Most people could get more bang for the buck out of that exercise.
Do them across a bench, so only your neck gets to rest on the padding. This way your ass and your lower back will have some fun, too.


#13

Correct, deadlifts are good, but they tax so much more of the body, that the lats are almost a second thought.


#14

Well Zeb, everyone has a different opinion, so that's an obvious observation. Point is to tally the exercises that get the most mention.


#15

Yeah for the longest time my width lacked behind everything else. Then a friend of mine was like, "Dude...do some deadlifts."

My response was, "But I want width..."

He pointed out that if you squeeze hard at the top of the rep and focus on form over weight, your lats will explode. Well, I heeded his advice and a few months later my wings had caught up.
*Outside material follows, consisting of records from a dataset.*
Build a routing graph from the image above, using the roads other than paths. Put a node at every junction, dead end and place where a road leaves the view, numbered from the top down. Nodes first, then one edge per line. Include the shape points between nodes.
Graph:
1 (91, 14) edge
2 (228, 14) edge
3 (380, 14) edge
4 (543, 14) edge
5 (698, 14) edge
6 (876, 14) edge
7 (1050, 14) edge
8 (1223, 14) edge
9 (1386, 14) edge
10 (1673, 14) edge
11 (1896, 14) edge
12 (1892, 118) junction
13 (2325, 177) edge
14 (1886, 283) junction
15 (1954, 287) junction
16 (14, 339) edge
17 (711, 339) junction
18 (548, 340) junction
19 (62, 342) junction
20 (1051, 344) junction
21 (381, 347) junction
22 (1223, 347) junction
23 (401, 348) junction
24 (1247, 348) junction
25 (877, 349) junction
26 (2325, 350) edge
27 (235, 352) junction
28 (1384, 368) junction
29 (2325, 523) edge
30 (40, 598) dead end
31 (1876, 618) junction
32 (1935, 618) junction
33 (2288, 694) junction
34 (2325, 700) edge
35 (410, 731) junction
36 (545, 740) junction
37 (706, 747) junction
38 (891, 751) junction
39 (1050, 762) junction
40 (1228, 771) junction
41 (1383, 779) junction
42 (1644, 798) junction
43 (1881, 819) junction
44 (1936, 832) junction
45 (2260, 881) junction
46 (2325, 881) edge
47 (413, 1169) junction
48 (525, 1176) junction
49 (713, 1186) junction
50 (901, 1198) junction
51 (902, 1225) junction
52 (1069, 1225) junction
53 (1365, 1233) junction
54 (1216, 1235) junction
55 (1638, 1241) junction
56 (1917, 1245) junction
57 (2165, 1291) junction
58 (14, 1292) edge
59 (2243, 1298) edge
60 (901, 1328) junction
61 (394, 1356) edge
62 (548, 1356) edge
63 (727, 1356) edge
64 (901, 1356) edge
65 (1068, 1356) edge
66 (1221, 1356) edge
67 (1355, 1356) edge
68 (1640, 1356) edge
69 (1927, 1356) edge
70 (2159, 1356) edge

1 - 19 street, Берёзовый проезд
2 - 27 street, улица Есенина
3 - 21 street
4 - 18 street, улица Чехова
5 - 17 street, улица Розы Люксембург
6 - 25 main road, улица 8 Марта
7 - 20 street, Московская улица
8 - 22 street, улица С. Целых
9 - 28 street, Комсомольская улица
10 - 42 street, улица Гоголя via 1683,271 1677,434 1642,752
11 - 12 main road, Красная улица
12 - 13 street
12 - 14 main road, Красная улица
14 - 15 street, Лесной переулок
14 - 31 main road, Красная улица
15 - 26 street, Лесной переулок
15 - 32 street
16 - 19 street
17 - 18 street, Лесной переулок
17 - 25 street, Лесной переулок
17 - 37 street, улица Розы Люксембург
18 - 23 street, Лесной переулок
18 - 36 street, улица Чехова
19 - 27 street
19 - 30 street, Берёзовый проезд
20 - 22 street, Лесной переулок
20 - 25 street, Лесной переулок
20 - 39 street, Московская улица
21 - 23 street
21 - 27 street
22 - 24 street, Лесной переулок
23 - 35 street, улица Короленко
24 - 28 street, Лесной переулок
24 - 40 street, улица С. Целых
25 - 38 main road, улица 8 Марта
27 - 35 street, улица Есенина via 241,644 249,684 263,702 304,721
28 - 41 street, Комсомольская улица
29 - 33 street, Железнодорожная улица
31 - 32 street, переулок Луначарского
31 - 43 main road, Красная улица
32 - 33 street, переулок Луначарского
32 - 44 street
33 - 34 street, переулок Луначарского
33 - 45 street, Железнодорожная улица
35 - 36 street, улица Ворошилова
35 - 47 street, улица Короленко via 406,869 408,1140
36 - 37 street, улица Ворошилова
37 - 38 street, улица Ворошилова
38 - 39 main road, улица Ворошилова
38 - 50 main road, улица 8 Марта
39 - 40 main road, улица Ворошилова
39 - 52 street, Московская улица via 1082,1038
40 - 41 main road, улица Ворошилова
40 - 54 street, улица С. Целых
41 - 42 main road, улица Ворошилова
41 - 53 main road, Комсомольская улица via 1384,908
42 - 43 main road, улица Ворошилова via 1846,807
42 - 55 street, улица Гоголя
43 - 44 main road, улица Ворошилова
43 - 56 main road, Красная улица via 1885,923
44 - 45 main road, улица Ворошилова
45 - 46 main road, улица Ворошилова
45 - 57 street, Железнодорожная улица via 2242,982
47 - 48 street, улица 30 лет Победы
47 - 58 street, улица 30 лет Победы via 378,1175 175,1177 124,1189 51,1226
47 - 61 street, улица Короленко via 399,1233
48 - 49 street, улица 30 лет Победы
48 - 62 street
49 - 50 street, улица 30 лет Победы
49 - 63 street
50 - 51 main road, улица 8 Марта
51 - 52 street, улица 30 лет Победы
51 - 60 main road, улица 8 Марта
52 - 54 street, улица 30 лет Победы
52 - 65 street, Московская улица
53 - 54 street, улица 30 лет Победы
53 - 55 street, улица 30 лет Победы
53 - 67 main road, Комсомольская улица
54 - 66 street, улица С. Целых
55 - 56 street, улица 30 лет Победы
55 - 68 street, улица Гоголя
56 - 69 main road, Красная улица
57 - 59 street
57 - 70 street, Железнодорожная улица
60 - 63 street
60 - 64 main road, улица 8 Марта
Moonjumper knows whats up...


#16

True...heavy deadlifts can turn into all-out slugfests that leave every muscle feeling annihilated. When I started out doing deadlifts I didn't go very heavy and kept my reps between 6-10. This way I was able to focus on my lats at the top and every rep didn't wipe me out....
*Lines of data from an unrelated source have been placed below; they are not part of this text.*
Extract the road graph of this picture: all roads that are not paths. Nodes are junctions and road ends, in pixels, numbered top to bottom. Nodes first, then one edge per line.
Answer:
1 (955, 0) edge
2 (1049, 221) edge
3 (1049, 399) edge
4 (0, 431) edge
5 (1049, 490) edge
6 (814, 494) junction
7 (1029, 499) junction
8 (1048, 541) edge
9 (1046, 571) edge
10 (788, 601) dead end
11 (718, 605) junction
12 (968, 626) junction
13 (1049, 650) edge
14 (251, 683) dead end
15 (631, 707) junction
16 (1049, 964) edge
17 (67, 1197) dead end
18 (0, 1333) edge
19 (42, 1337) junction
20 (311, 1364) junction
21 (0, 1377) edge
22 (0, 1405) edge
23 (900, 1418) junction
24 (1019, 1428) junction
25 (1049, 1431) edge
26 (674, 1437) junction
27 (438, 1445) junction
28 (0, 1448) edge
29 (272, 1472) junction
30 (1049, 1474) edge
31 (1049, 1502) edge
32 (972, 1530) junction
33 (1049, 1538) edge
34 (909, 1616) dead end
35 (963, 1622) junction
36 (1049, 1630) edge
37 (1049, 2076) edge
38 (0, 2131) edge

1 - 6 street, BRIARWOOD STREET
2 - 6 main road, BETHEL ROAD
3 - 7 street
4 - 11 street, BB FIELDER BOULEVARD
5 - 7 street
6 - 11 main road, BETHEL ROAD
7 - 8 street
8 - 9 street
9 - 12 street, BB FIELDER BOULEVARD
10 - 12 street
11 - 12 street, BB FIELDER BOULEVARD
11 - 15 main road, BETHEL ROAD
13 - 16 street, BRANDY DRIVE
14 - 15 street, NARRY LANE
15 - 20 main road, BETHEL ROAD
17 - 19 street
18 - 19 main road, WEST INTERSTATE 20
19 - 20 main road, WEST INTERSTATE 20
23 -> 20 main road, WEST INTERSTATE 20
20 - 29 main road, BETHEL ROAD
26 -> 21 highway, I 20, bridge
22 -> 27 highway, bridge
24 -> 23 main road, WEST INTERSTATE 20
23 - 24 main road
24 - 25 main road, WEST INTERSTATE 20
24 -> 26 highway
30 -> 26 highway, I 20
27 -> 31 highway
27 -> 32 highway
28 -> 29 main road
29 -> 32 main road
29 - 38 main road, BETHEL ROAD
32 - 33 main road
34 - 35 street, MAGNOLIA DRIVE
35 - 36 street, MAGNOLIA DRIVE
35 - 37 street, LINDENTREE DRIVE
But that was then...now my lats are solid, so I strive for all-out slugfests on deadlift days. Whatever it takes to get H/R (huge ripped)

Bango


#17

Damn, I sound like a broken record lately.
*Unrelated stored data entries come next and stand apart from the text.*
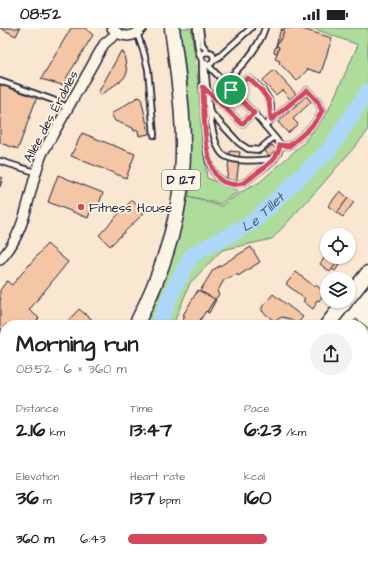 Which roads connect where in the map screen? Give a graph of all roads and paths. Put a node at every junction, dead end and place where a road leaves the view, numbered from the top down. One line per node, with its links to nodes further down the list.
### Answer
1 (172, 28): 32 (main road, D 127)
2 (196, 28): 10 (lane)
3 (200, 28): 8 (lane)
4 (251, 28): 9 (lane)
5 (265, 28): 12 (lane)
6 (114, 30): 7 (street); 17 (street, Allée des Érables)
7 (139, 31): 22 (lane)
8 (210, 52): 9 (lane); 10 (lane); 10 (lane)
9 (224, 52): 10 (lane)
10 (207, 62): 12 (lane); 13 (lane); 14 (lane)
11 (0, 80): 17 (lane)
12 (224, 82): 15 (lane)
13 (203, 87): 14 (lane); 16 (lane)
14 (207, 90): 18 (lane); 19 (lane)
15 (231, 90): 19 (lane); 20 (lane)
16 (204, 106): 18 (lane); 25 (lane)
17 (68, 108): 27 (street, Allée des Érables)
18 (210, 112): 23 (lane); 25 (lane)
19 (254, 113): 21 (lane)
20 (271, 120): 21 (lane); 24 (lane)
21 (265, 126): 23 (lane)
22 (154, 136)
23 (274, 136): 24 (lane)
24 (280, 145): 25 (lane)
25 (274, 159)
26 (0, 160): 27 (lane)
27 (35, 172): 28 (street, Allée des Érables)
28 (0, 260)
29 (368, 272): 30 (main road)
30 (356, 288)
31 (340, 308): 33 (main road)
32 (138, 320)
33 (331, 320)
Nautilus pullover machine. Does a good number on the triceps and lats if you haven't been using it.

I know people hate machines, but I like to add it after doing WG chins...

Some promo lit says:

The pullover machine can work the back and lats like nothing else as it takes the hands and arms out of the equation as much as possible. The full range movement is like a chin, a row, and pullover all at the same time.


#18

try Lat Shrugs, it's like a shoulder shrug but reversed. on lat pull down machine, grap bar at shoulder width, maybe slightly wider. with arms stretched out pull down bar with just your lats, by contracting them. do not bend elbows, the movement is only very small, but this exercise takes the biceps out of play and just concentrates on lats. You will be able to do a lot more weight also.


#19

try decline DB pull-overs, or try very "low incline unilateral stiff arm lat pulls". just set up an adjustable bench at a low incline, grab a light dumbbell in your working arm, lay on your side with your none working arm behind your head, and rest your head on that upper arm like your lounging, but thats the easy part (not that this exercise is too difficult) now take your working arm and lift over your head. this is the starting position. now with a stiff arm basically do a pull-over along the lateral plane, also use a neutral grip. continue for desired reps (10,15 work best)then repeat with the other arm. this exercise is especially effective using a high pulley a cable set up.

sample workout:

neutral grip pull-ups 6x6,8

decline db pull-overs 3x8,10

db or cable unilateral

low incline lat-pulls 3x12,15 each side

this should work the lats from top to bottom, and will provide unique stimulus
that'll result in at the very least a lot of soreness.
if you want a more complete upper back workout try this:

neut. grip pull-ups 5x4,6

decline db pull-overs 3x6,8

db upright row,
(with a slight bend at the waist) 3x6,8

Post-exhaust with

prone incline rear delt laterals 3x8,10

db or cable unilateral

low incline lat pulls 3x15 each side

hope that helps


#20

I agree with the DEADLIFTS posting being good for the back, but I want to take that further with a question for the Deadlifting experts:

Do partial deadlifts do an even better job for the back? Given that I know I can lift a lot more weight if I put the bar up a few inches on blocks or on the power-cage pins, I reason it's gotta help the back IF the load is safe?

I'm sure it doesn't help the legs too much, because the range of motion is reduced, and your legs are in a stronger position. But your back, shoulders and arms are in the same non-moving position - just with a much heavier load.

Personally, I haven't done these in a long time because I'm concerned about potential injuries, but maybe I'm being too cautious?

Does anyone do really heavy deadlifts (>PR weight for regular off-the-floor deadlift) regularly? If so, what did it do for you in terms of growth (not just back, but I guess that's the main purpose of this thread :-)), and how did your joints take the aggravation?